The jury are barred from reading any press coverage; they were even barred from attending Monday’s marathon. But the question that will face them in court on Tuesday runs deep; it is not just a media debate, it is a question of identity. This is the most high-profile terrorism trial on US soil since Timothy McVeigh, the Oklahoma City bomber, in 1997; more importantly, it is the first major terrorism trial in the post-9/11 era.
“I think it would be more satisfying if he got life in jail,” Francesca Quinion, who was working at a bar off Boylston Street on the day of the attack, said. “Death is kind of a cop-out.” She was on her way to work at the same bar again today, wearing a T-shirt that said “Boston Strong”.
Erika Jeter, on her way to watch the marathon, was wearing the same T-shirt. For her, she said, the sentencing phase tomorrow would bring things full circle. The finish line, and the finish line. Unlike Quinion, though, she said she was in favour of giving Tsarnaev the death penalty. “In this situation, I’m for it.” Her friend Victor Hernandez winced. “I’m torn,” he said.
Massachusetts is a deeply liberal state; the death penalty was outlawed here more than three decades ago. But also in Boston’s DNA is the feeling that if you get knocked down you come back up swinging. Boston does not forget easily, nor does it forgive, and the bombing was a strike at its very heart. Almost everyone knows someone who was there if they were not there themselves; many know someone who was hurt. Everyone has a story.
Some survivors of the attack have spoken out in favour of a death sentence. Liz Norden, whose two sons each lost a leg in the blast, told reporters outside the courthouse after the verdict was handed down that “[death] would be justice, for me”.
Despite entering an official plea of not guilty, Tsarnaev’s defence team did not contest the facts of the case in the guilt phase. The verdict was a foregone conclusion from the start. Most of the legal manoeuvring had the sentencing phase in mind; the important question was never guilty or innocent; it was life, or death.
At issue is the question of why Tsarnaev did it; who he is, what internal and external forces brought him to the finish line that day. Offstage, but ever-present, was Tsarnaev’s elder brother Tamerlan. By the prosecution’s narrative, the two were equal partners in evil, and Tsarnaev self-radicalised. The defence, by contrast, aim to paint Tsarnaev as weak; a stoned teenager, in thrall to Tamerlan; a follower.
That is crucial distinction that will now be tested in court.
The first thing Liliana said when she heard they were going to the marathon on Monday, her mother Nancy said, was “are there going to be explosions?” Looking at her daughter, Nancy stopped and gave a helpless look. In the background, bells rang deafeningly.
Bob said that despite the increased security, he was still nervous bringing his daughter back here. “Someone with a suicide vest could walk right up,” he said. Nancy said she can’t stop going over the day in her mind. “Would we have noticed the backpack, if [Tsarnaev] had put it behind us?” Bob shook his head.

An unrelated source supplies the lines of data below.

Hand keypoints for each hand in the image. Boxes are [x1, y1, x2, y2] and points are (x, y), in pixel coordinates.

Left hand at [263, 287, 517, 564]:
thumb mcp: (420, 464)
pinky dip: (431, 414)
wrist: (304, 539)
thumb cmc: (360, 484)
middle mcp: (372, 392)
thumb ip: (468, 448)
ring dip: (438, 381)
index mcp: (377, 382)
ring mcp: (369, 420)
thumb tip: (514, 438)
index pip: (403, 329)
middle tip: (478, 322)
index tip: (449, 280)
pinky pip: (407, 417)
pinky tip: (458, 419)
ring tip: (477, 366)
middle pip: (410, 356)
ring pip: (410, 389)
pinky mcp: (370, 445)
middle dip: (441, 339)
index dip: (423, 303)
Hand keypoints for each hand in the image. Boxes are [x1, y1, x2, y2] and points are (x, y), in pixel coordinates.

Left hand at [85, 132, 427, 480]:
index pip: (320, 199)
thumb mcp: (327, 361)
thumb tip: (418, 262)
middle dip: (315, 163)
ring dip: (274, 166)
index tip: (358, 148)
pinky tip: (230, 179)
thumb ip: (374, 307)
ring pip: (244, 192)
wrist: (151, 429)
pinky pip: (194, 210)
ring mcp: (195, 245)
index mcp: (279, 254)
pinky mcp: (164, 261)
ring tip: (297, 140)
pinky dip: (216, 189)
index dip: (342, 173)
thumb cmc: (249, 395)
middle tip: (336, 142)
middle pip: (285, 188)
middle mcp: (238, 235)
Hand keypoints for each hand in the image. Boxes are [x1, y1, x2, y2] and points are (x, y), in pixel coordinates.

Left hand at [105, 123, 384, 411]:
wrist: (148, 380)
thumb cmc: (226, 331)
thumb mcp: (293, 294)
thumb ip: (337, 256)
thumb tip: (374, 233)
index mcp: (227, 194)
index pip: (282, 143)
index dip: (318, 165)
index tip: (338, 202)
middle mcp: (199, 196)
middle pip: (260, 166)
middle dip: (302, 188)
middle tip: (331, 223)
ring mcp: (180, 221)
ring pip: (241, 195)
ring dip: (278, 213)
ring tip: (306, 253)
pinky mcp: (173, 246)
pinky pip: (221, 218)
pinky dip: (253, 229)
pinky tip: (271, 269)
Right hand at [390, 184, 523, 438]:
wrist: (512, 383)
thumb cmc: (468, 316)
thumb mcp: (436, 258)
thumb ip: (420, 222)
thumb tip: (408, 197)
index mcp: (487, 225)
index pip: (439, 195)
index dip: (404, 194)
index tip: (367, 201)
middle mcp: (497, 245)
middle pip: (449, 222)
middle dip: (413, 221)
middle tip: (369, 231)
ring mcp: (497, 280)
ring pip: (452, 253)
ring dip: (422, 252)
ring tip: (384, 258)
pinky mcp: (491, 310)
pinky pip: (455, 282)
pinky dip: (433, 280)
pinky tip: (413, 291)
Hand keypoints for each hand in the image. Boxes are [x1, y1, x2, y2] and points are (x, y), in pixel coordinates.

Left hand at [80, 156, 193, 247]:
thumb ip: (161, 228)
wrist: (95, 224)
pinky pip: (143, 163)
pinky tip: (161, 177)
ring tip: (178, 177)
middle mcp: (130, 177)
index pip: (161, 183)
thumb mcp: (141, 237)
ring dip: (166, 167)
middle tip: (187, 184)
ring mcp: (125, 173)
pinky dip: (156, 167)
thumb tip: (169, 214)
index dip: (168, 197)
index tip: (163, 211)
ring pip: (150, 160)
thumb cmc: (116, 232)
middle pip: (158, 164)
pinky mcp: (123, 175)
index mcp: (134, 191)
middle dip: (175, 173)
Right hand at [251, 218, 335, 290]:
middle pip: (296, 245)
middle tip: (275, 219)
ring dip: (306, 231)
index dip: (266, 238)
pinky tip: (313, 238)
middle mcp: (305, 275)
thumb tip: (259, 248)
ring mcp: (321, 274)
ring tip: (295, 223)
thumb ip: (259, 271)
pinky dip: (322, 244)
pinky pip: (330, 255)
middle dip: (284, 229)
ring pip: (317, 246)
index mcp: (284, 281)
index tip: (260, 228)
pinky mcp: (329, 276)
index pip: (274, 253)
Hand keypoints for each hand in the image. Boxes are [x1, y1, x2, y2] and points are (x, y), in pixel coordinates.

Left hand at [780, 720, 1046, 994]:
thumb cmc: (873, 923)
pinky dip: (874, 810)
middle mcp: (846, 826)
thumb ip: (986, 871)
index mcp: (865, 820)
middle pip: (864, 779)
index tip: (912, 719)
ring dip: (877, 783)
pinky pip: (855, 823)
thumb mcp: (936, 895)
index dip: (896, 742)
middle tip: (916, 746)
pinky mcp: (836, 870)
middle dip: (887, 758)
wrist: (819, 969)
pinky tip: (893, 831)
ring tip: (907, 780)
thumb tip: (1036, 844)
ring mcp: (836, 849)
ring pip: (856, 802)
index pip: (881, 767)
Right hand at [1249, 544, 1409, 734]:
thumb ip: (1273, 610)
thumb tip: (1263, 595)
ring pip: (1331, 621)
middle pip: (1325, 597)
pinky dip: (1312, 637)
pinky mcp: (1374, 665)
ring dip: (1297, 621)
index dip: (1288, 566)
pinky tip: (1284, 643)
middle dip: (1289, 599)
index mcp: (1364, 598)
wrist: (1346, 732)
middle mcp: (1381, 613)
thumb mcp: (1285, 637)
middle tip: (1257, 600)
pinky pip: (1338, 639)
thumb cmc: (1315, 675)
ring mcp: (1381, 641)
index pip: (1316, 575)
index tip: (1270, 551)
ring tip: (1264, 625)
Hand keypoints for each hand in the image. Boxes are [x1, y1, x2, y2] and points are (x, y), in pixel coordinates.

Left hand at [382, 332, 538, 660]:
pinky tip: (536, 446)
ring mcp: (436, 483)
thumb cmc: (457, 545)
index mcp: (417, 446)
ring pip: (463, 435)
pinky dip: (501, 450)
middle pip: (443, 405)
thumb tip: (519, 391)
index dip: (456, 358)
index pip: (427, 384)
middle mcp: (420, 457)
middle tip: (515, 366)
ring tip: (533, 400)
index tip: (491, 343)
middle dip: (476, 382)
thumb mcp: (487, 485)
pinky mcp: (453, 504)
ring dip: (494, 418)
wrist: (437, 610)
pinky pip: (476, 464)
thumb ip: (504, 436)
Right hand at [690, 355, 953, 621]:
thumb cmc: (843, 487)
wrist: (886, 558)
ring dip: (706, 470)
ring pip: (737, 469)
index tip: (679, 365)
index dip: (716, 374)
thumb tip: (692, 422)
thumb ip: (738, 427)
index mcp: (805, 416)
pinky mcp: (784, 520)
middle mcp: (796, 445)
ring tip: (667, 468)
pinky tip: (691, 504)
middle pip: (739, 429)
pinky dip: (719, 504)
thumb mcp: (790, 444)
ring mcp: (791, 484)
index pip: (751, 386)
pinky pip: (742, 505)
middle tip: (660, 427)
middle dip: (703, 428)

They have followed the trial; Nancy thought death for Tsarnaev would be “the easy way out”. Bob said he might be more inclined towards capital punishment, but thought it would end up bogged down in endless appeals. “Lock him up,” said Nancy. “And throw away the key,” Bob added.
But still, they have come back to the marathon.
Behind them, a group of wheelchair racers swooped through the finish line, flanked by police motorbikes. Another loud cheer went up from the crowd. Tomorrow the city must decide between life and death; but for today, Boston has chosen life. And as the runners passed, the bells rang out.